"""

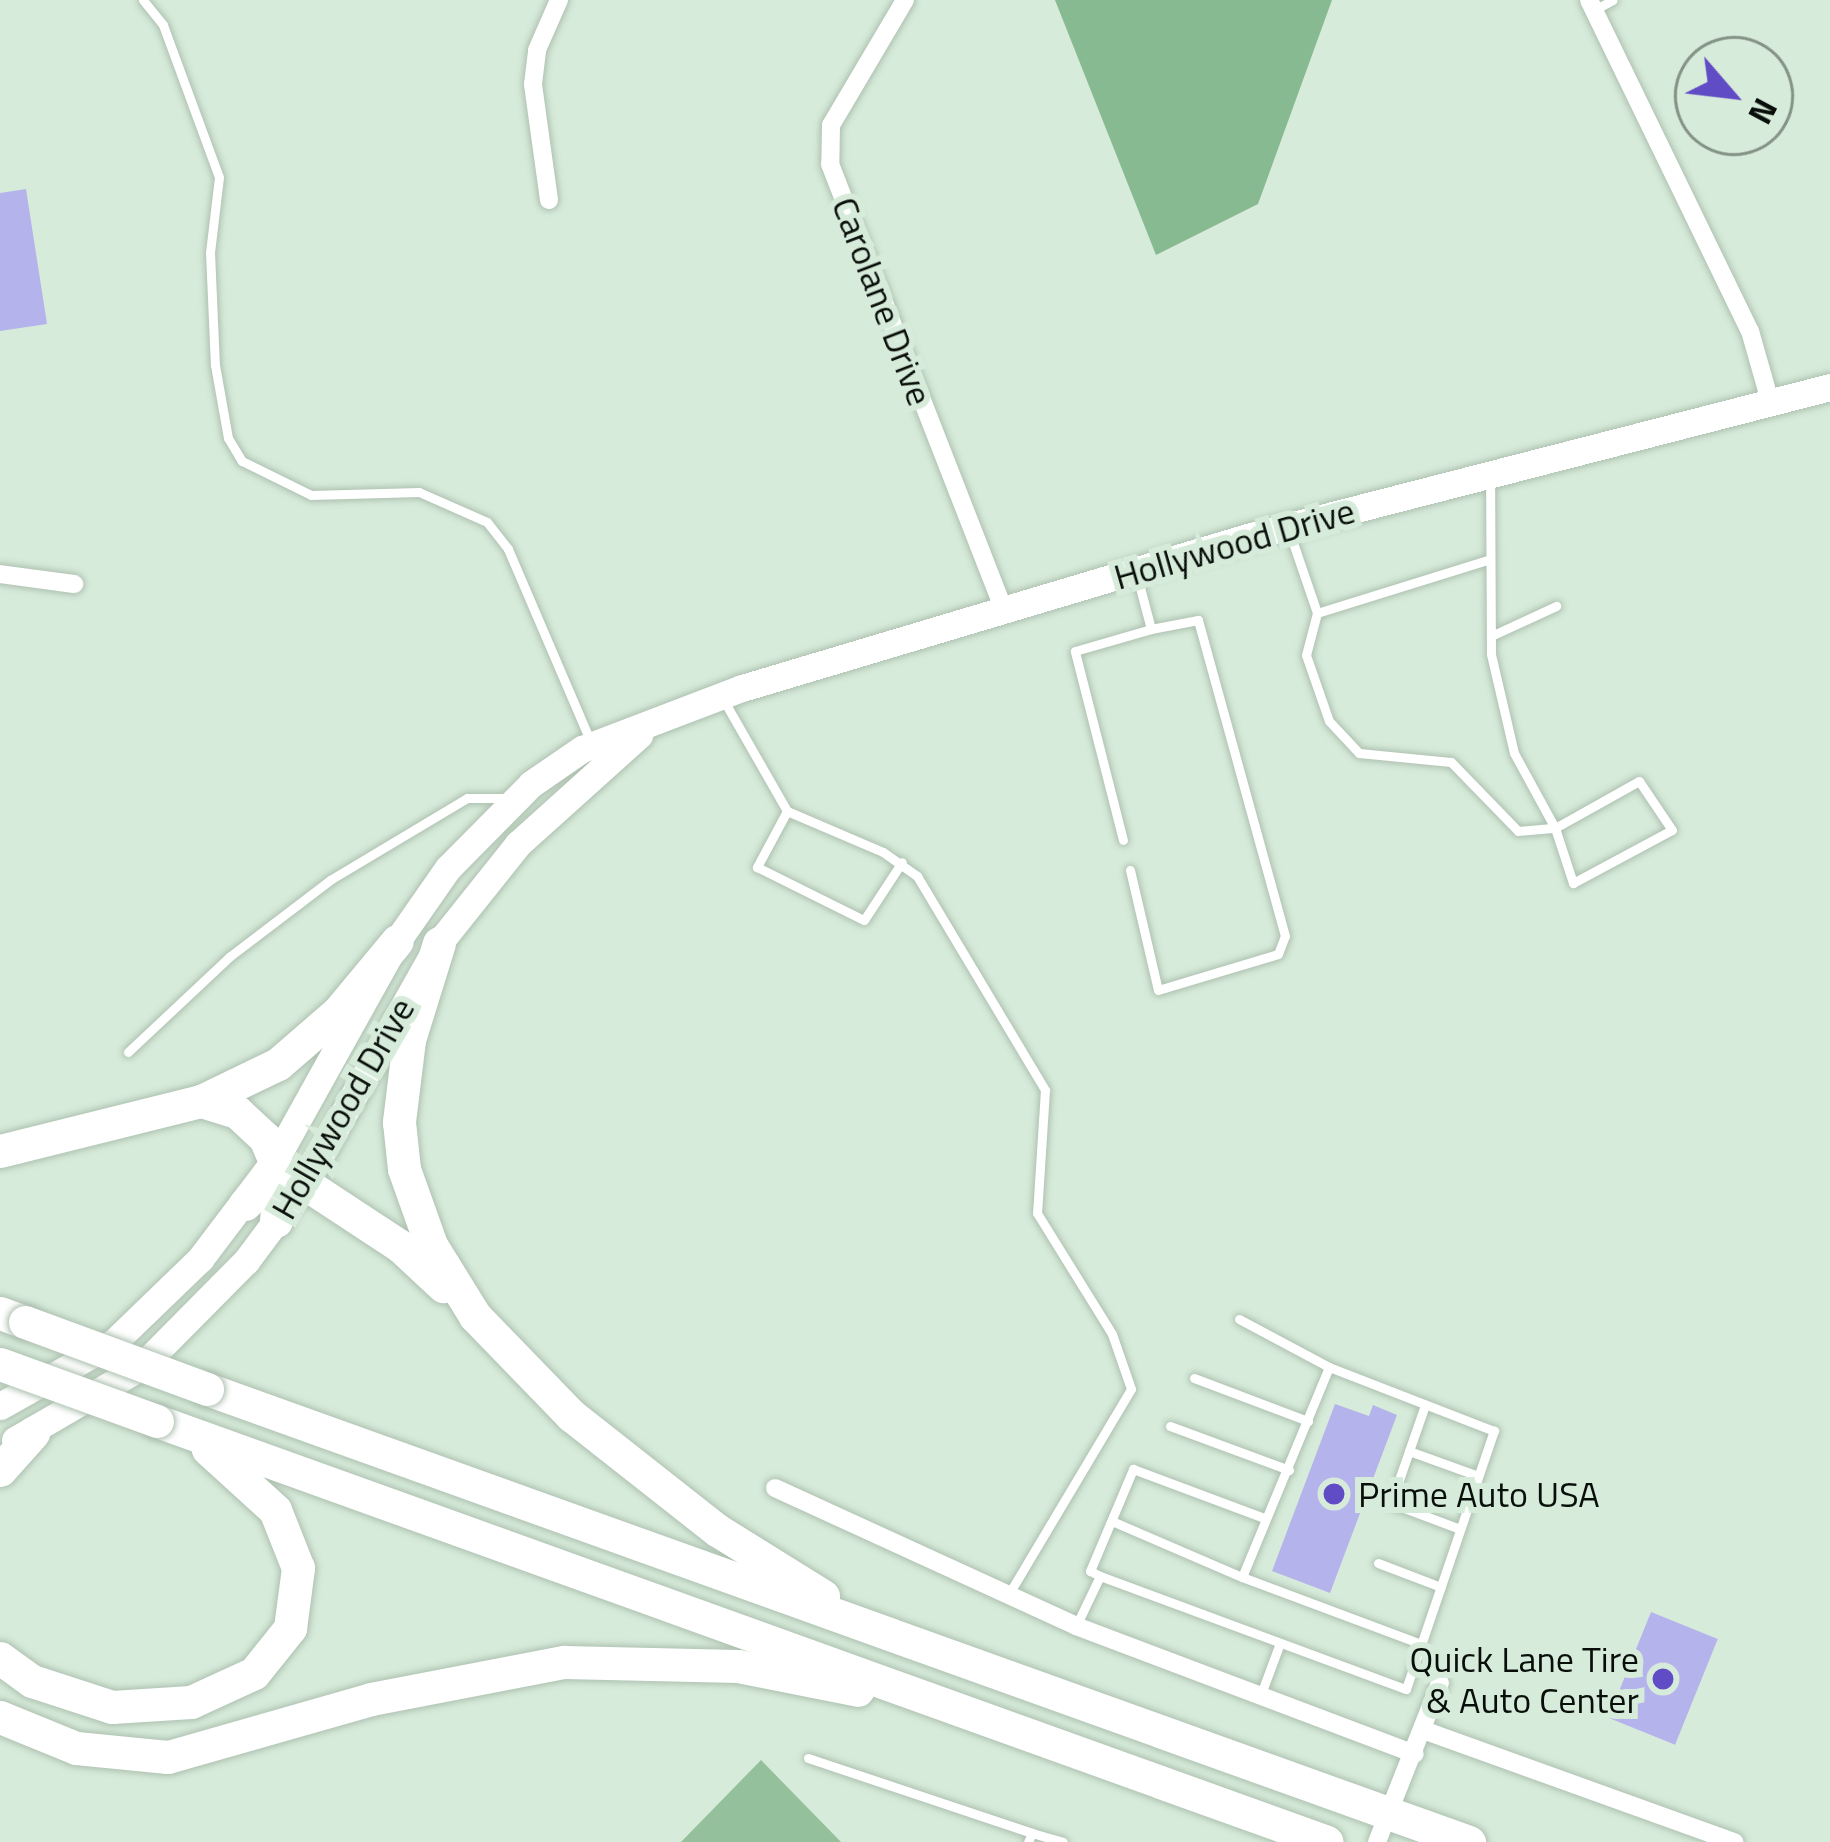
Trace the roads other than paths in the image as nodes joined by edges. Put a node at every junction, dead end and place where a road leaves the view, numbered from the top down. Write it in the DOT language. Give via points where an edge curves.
graph roads {
  1 [pos="143,0"];
  2 [pos="559,0"];
  3 [pos="905,0"];
  4 [pos="1613,0"];
  5 [pos="1591,5"];
  6 [pos="549,200"];
  7 [pos="1830,387"];
  8 [pos="1769,401"];
  9 [pos="1490,470"];
  10 [pos="1287,526"];
  11 [pos="1490,559"];
  12 [pos="1135,571"];
  13 [pos="0,574"];
  14 [pos="74,584"];
  15 [pos="1556,606"];
  16 [pos="1004,611"];
  17 [pos="1317,613"];
  18 [pos="1151,629"];
  19 [pos="1491,636"];
  20 [pos="721,696"];
  21 [pos="647,727"];
  22 [pos="592,745"];
  23 [pos="516,798"];
  24 [pos="787,811"];
  25 [pos="1555,828"];
  26 [pos="1123,839"];
  27 [pos="902,862"];
  28 [pos="1130,870"];
  29 [pos="397,941"];
  30 [pos="440,944"];
  31 [pos="128,1052"];
  32 [pos="201,1100"];
  33 [pos="0,1151"];
  34 [pos="287,1172"];
  35 [pos="245,1204"];
  36 [pos="277,1221"];
  37 [pos="475,1316"];
  38 [pos="12,1318"];
  39 [pos="1239,1319"];
  40 [pos="0,1364"];
  41 [pos="1329,1367"];
  42 [pos="1194,1378"];
  43 [pos="1425,1405"];
  44 [pos="0,1406"];
  45 [pos="1308,1420"];
  46 [pos="173,1426"];
  47 [pos="1170,1426"];
  48 [pos="33,1433"];
  49 [pos="0,1446"];
  50 [pos="1409,1451"];
  51 [pos="0,1470"];
  52 [pos="1289,1470"];
  53 [pos="1478,1476"];
  54 [pos="775,1488"];
  55 [pos="1264,1518"];
  56 [pos="1112,1521"];
  57 [pos="1460,1529"];
  58 [pos="1378,1563"];
  59 [pos="1100,1576"];
  60 [pos="1242,1577"];
  61 [pos="1441,1587"];
  62 [pos="1009,1594"];
  63 [pos="1076,1626"];
  64 [pos="875,1628"];
  65 [pos="1280,1642"];
  66 [pos="1421,1644"];
  67 [pos="0,1658"];
  68 [pos="1440,1683"];
  69 [pos="1260,1697"];
  70 [pos="967,1712"];
  71 [pos="0,1717"];
  72 [pos="1424,1730"];
  73 [pos="1415,1754"];
  74 [pos="808,1758"];
  75 [pos="1385,1828"];
  76 [pos="1030,1838"];
  77 [pos="1063,1842"];
  78 [pos="1327,1842"];
  79 [pos="1469,1842"];
  80 [pos="1734,1842"];
  1 -- 22 [label="lane" via="181,65 219,177 210,252 228,438 242,461 311,494 419,492 488,522 508,549"];
  2 -- 6 [label="street" via="537,50 533,84"];
  3 -- 16 [label="street, Carolane Drive" via="831,125 830,164"];
  4 -- 5 [label="lane"];
  5 -- 8 [label="street" via="1750,331"];
  7 -- 8 [label="main road, Hollywood Drive"];
  8 -- 9 [label="main road, Hollywood Drive"];
  9 -- 10 [label="main road, Hollywood Drive"];
  9 -- 11 [label="lane"];
  10 -- 12 [label="main road, Hollywood Drive"];
  10 -- 17 [label="lane"];
  11 -- 17 [label="lane"];
  11 -- 19 [label="lane"];
  12 -- 16 [label="main road, Hollywood Drive"];
  12 -- 18 [label="lane"];
  13 -- 14 [label="street"];
  15 -- 19 [label="lane"];
  16 -- 20 [label="main road, Hollywood Drive"];
  17 -- 25 [label="lane" via="1306,655 1329,721 1359,753 1451,762 1518,831"];
  18 -- 26 [label="lane" via="1075,651"];
  18 -- 28 [label="lane" via="1198,620 1286,936 1278,954 1158,990"];
  19 -- 25 [label="lane" via="1514,753"];
  20 -- 21 [label="main road, Hollywood Drive"];
  20 -- 24 [label="lane"];
  21 -- 22 [label="main road, Hollywood Drive"];
  21 -- 30 [label="main road, Hollywood Drive" via="518,844"];
  22 -- 23 [label="main road, Hollywood Drive"];
  23 -- 29 [label="main road, Hollywood Drive" via="448,868"];
  23 -- 31 [label="lane" via="467,799 330,880 229,956"];
  24 -- 27 [label="lane"];
  24 -- 27 [label="lane" via="757,867 864,920"];
  25 -- 25 [label="lane" via="1639,781 1672,830 1574,884"];
  27 -- 62 [label="lane" via="931,894 1045,1090 1037,1213 1131,1374 1127,1403"];
  29 -- 32 [label="highway" via="308,1042"];
  29 -- 34 [label="main road, Hollywood Drive"];
  30 -- 34 [label="main road, Hollywood Drive"];
  30 -- 37 [label="highway" via="409,1040 399,1122 416,1208"];
  32 -- 33 [label="highway"];
  32 -- 34 [label="highway" via="253,1123"];
  34 -- 35 [label="highway"];
  34 -- 36 [label="highway"];
  34 -- 37 [label="highway" via="400,1246"];
  35 -- 44 [label="main road, Hollywood Drive" via="114,1342"];
  36 -- 48 [label="main road, Hollywood Drive" via="142,1366"];
  37 -- 64 [label="highway" via="528,1375 633,1466"];
  38 -- 64 [label="highway, bridge"];
  39 -- 41 [label="lane"];
  40 -- 46 [label="highway, bridge"];
  41 -- 43 [label="lane"];
  41 -- 45 [label="lane"];
  42 -- 45 [label="lane"];
  43 -- 50 [label="lane"];
  43 -- 53 [label="lane" via="1494,1431"];
  45 -- 52 [label="lane"];
  46 -- 67 [label="highway" via="275,1510 292,1538 298,1599 274,1652 224,1690 153,1708 66,1696"];
  46 -- 70 [label="highway"];
  47 -- 52 [label="lane"];
  48 -- 49 [label="main road, Hollywood Drive"];
  48 -- 51 [label="highway"];
  50 -- 53 [label="lane"];
  50 -- 57 [label="lane" via="1391,1503"];
  52 -- 55 [label="lane"];
  53 -- 57 [label="lane"];
  54 -- 62 [label="street"];
  55 -- 56 [label="lane" via="1133,1469"];
  55 -- 60 [label="lane"];
  56 -- 59 [label="lane" via="1090,1571"];
  56 -- 60 [label="lane"];
  57 -- 61 [label="lane"];
  58 -- 61 [label="lane"];
  59 -- 63 [label="lane"];
  59 -- 65 [label="lane"];
  60 -- 66 [label="lane"];
  61 -- 66 [label="lane"];
  62 -- 63 [label="street"];
  63 -- 69 [label="street"];
  64 -- 75 [label="highway"];
  65 -- 66 [label="lane" via="1406,1689"];
  65 -- 69 [label="lane"];
  68 -- 72 [label="street"];
  69 -- 73 [label="street"];
  70 -- 71 [label="highway" via="738,1666 637,1660 473,1676 168,1757 76,1748"];
  70 -- 78 [label="highway"];
  72 -- 73 [label="street"];
  72 -- 80 [label="street"];
  73 -- 75 [label="street"];
  74 -- 76 [label="lane"];
  75 -- 79 [label="highway"];
  76 -- 77 [label="lane"];
}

"""

# What is needed
For every record above, repeat the text exactly and omit any picture.

# Task response
Trace the roads other than paths in the image as nodes joined by edges. Put a node at every junction, dead end and place where a road leaves the view, numbered from the top down. Write it in the DOT language. Give via points where an edge curves.
graph roads {
  1 [pos="143,0"];
  2 [pos="559,0"];
  3 [pos="905,0"];
  4 [pos="1613,0"];
  5 [pos="1591,5"];
  6 [pos="549,200"];
  7 [pos="1830,387"];
  8 [pos="1769,401"];
  9 [pos="1490,470"];
  10 [pos="1287,526"];
  11 [pos="1490,559"];
  12 [pos="1135,571"];
  13 [pos="0,574"];
  14 [pos="74,584"];
  15 [pos="1556,606"];
  16 [pos="1004,611"];
  17 [pos="1317,613"];
  18 [pos="1151,629"];
  19 [pos="1491,636"];
  20 [pos="721,696"];
  21 [pos="647,727"];
  22 [pos="592,745"];
  23 [pos="516,798"];
  24 [pos="787,811"];
  25 [pos="1555,828"];
  26 [pos="1123,839"];
  27 [pos="902,862"];
  28 [pos="1130,870"];
  29 [pos="397,941"];
  30 [pos="440,944"];
  31 [pos="128,1052"];
  32 [pos="201,1100"];
  33 [pos="0,1151"];
  34 [pos="287,1172"];
  35 [pos="245,1204"];
  36 [pos="277,1221"];
  37 [pos="475,1316"];
  38 [pos="12,1318"];
  39 [pos="1239,1319"];
  40 [pos="0,1364"];
  41 [pos="1329,1367"];
  42 [pos="1194,1378"];
  43 [pos="1425,1405"];
  44 [pos="0,1406"];
  45 [pos="1308,1420"];
  46 [pos="173,1426"];
  47 [pos="1170,1426"];
  48 [pos="33,1433"];
  49 [pos="0,1446"];
  50 [pos="1409,1451"];
  51 [pos="0,1470"];
  52 [pos="1289,1470"];
  53 [pos="1478,1476"];
  54 [pos="775,1488"];
  55 [pos="1264,1518"];
  56 [pos="1112,1521"];
  57 [pos="1460,1529"];
  58 [pos="1378,1563"];
  59 [pos="1100,1576"];
  60 [pos="1242,1577"];
  61 [pos="1441,1587"];
  62 [pos="1009,1594"];
  63 [pos="1076,1626"];
  64 [pos="875,1628"];
  65 [pos="1280,1642"];
  66 [pos="1421,1644"];
  67 [pos="0,1658"];
  68 [pos="1440,1683"];
  69 [pos="1260,1697"];
  70 [pos="967,1712"];
  71 [pos="0,1717"];
  72 [pos="1424,1730"];
  73 [pos="1415,1754"];
  74 [pos="808,1758"];
  75 [pos="1385,1828"];
  76 [pos="1030,1838"];
  77 [pos="1063,1842"];
  78 [pos="1327,1842"];
  79 [pos="1469,1842"];
  80 [pos="1734,1842"];
  1 -- 22 [label="lane" via="181,65 219,177 210,252 228,438 242,461 311,494 419,492 488,522 508,549"];
  2 -- 6 [label="street" via="537,50 533,84"];
  3 -- 16 [label="street, Carolane Drive" via="831,125 830,164"];
  4 -- 5 [label="lane"];
  5 -- 8 [label="street" via="1750,331"];
  7 -- 8 [label="main road, Hollywood Drive"];
  8 -- 9 [label="main road, Hollywood Drive"];
  9 -- 10 [label="main road, Hollywood Drive"];
  9 -- 11 [label="lane"];
  10 -- 12 [label="main road, Hollywood Drive"];
  10 -- 17 [label="lane"];
  11 -- 17 [label="lane"];
  11 -- 19 [label="lane"];
  12 -- 16 [label="main road, Hollywood Drive"];
  12 -- 18 [label="lane"];
  13 -- 14 [label="street"];
  15 -- 19 [label="lane"];
  16 -- 20 [label="main road, Hollywood Drive"];
  17 -- 25 [label="lane" via="1306,655 1329,721 1359,753 1451,762 1518,831"];
  18 -- 26 [label="lane" via="1075,651"];
  18 -- 28 [label="lane" via="1198,620 1286,936 1278,954 1158,990"];
  19 -- 25 [label="lane" via="1514,753"];
  20 -- 21 [label="main road, Hollywood Drive"];
  20 -- 24 [label="lane"];
  21 -- 22 [label="main road, Hollywood Drive"];
  21 -- 30 [label="main road, Hollywood Drive" via="518,844"];
  22 -- 23 [label="main road, Hollywood Drive"];
  23 -- 29 [label="main road, Hollywood Drive" via="448,868"];
  23 -- 31 [label="lane" via="467,799 330,880 229,956"];
  24 -- 27 [label="lane"];
  24 -- 27 [label="lane" via="757,867 864,920"];
  25 -- 25 [label="lane" via="1639,781 1672,830 1574,884"];
  27 -- 62 [label="lane" via="931,894 1045,1090 1037,1213 1131,1374 1127,1403"];
  29 -- 32 [label="highway" via="308,1042"];
  29 -- 34 [label="main road, Hollywood Drive"];
  30 -- 34 [label="main road, Hollywood Drive"];
  30 -- 37 [label="highway" via="409,1040 399,1122 416,1208"];
  32 -- 33 [label="highway"];
  32 -- 34 [label="highway" via="253,1123"];
  34 -- 35 [label="highway"];
  34 -- 36 [label="highway"];
  34 -- 37 [label="highway" via="400,1246"];
  35 -- 44 [label="main road, Hollywood Drive" via="114,1342"];
  36 -- 48 [label="main road, Hollywood Drive" via="142,1366"];
  37 -- 64 [label="highway" via="528,1375 633,1466"];
  38 -- 64 [label="highway, bridge"];
  39 -- 41 [label="lane"];
  40 -- 46 [label="highway, bridge"];
  41 -- 43 [label="lane"];
  41 -- 45 [label="lane"];
  42 -- 45 [label="lane"];
  43 -- 50 [label="lane"];
  43 -- 53 [label="lane" via="1494,1431"];
  45 -- 52 [label="lane"];
  46 -- 67 [label="highway" via="275,1510 292,1538 298,1599 274,1652 224,1690 153,1708 66,1696"];
  46 -- 70 [label="highway"];
  47 -- 52 [label="lane"];
  48 -- 49 [label="main road, Hollywood Drive"];
  48 -- 51 [label="highway"];
  50 -- 53 [label="lane"];
  50 -- 57 [label="lane" via="1391,1503"];
  52 -- 55 [label="lane"];
  53 -- 57 [label="lane"];
  54 -- 62 [label="street"];
  55 -- 56 [label="lane" via="1133,1469"];
  55 -- 60 [label="lane"];
  56 -- 59 [label="lane" via="1090,1571"];
  56 -- 60 [label="lane"];
  57 -- 61 [label="lane"];
  58 -- 61 [label="lane"];
  59 -- 63 [label="lane"];
  59 -- 65 [label="lane"];
  60 -- 66 [label="lane"];
  61 -- 66 [label="lane"];
  62 -- 63 [label="street"];
  63 -- 69 [label="street"];
  64 -- 75 [label="highway"];
  65 -- 66 [label="lane" via="1406,1689"];
  65 -- 69 [label="lane"];
  68 -- 72 [label="street"];
  69 -- 73 [label="street"];
  70 -- 71 [label="highway" via="738,1666 637,1660 473,1676 168,1757 76,1748"];
  70 -- 78 [label="highway"];
  72 -- 73 [label="street"];
  72 -- 80 [label="street"];
  73 -- 75 [label="street"];
  74 -- 76 [label="lane"];
  75 -- 79 [label="highway"];
  76 -- 77 [label="lane"];
}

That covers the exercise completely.